(Data for analysis)

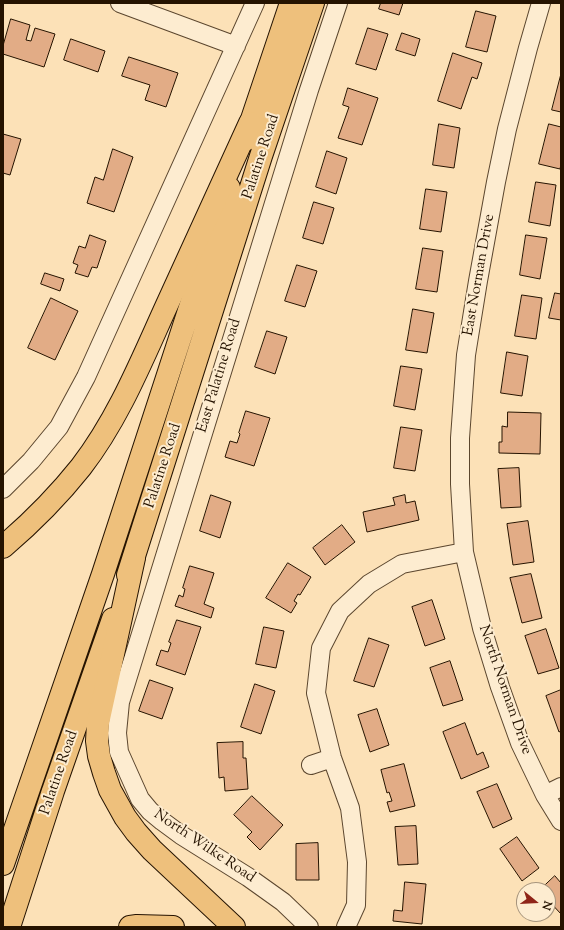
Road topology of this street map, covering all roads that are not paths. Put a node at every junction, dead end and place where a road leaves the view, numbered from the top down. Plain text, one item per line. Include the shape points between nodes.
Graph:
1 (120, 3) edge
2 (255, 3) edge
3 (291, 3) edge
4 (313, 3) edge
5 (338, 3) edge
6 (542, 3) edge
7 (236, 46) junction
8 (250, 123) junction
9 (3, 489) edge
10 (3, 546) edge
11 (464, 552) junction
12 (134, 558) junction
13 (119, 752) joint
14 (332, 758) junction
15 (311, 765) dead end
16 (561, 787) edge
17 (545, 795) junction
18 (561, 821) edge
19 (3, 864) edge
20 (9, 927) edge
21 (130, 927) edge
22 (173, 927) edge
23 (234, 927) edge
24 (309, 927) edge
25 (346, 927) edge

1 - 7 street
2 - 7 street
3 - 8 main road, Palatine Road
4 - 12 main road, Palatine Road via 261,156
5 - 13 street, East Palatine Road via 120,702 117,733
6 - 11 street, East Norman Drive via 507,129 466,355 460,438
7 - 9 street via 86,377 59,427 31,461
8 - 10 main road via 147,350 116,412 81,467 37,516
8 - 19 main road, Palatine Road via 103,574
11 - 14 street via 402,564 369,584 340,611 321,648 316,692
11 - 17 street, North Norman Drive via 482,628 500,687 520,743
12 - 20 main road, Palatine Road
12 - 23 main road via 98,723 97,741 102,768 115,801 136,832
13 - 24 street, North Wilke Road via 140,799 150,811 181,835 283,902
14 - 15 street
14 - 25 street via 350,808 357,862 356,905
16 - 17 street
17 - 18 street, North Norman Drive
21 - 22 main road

(End Data for analysis)

● **What the exercise asks**:
The pictures should not be reproduced; quote all of the other material exactly.

● **Solution to the problem**:
Road topology of this street map, covering all roads that are not paths. Put a node at every junction, dead end and place where a road leaves the view, numbered from the top down. Plain text, one item per line. Include the shape points between nodes.
Graph:
1 (120, 3) edge
2 (255, 3) edge
3 (291, 3) edge
4 (313, 3) edge
5 (338, 3) edge
6 (542, 3) edge
7 (236, 46) junction
8 (250, 123) junction
9 (3, 489) edge
10 (3, 546) edge
11 (464, 552) junction
12 (134, 558) junction
13 (119, 752) joint
14 (332, 758) junction
15 (311, 765) dead end
16 (561, 787) edge
17 (545, 795) junction
18 (561, 821) edge
19 (3, 864) edge
20 (9, 927) edge
21 (130, 927) edge
22 (173, 927) edge
23 (234, 927) edge
24 (309, 927) edge
25 (346, 927) edge

1 - 7 street
2 - 7 street
3 - 8 main road, Palatine Road
4 - 12 main road, Palatine Road via 261,156
5 - 13 street, East Palatine Road via 120,702 117,733
6 - 11 street, East Norman Drive via 507,129 466,355 460,438
7 - 9 street via 86,377 59,427 31,461
8 - 10 main road via 147,350 116,412 81,467 37,516
8 - 19 main road, Palatine Road via 103,574
11 - 14 street via 402,564 369,584 340,611 321,648 316,692
11 - 17 street, North Norman Drive via 482,628 500,687 520,743
12 - 20 main road, Palatine Road
12 - 23 main road via 98,723 97,741 102,768 115,801 136,832
13 - 24 street, North Wilke Road via 140,799 150,811 181,835 283,902
14 - 15 street
14 - 25 street via 350,808 357,862 356,905
16 - 17 street
17 - 18 street, North Norman Drive
21 - 22 main road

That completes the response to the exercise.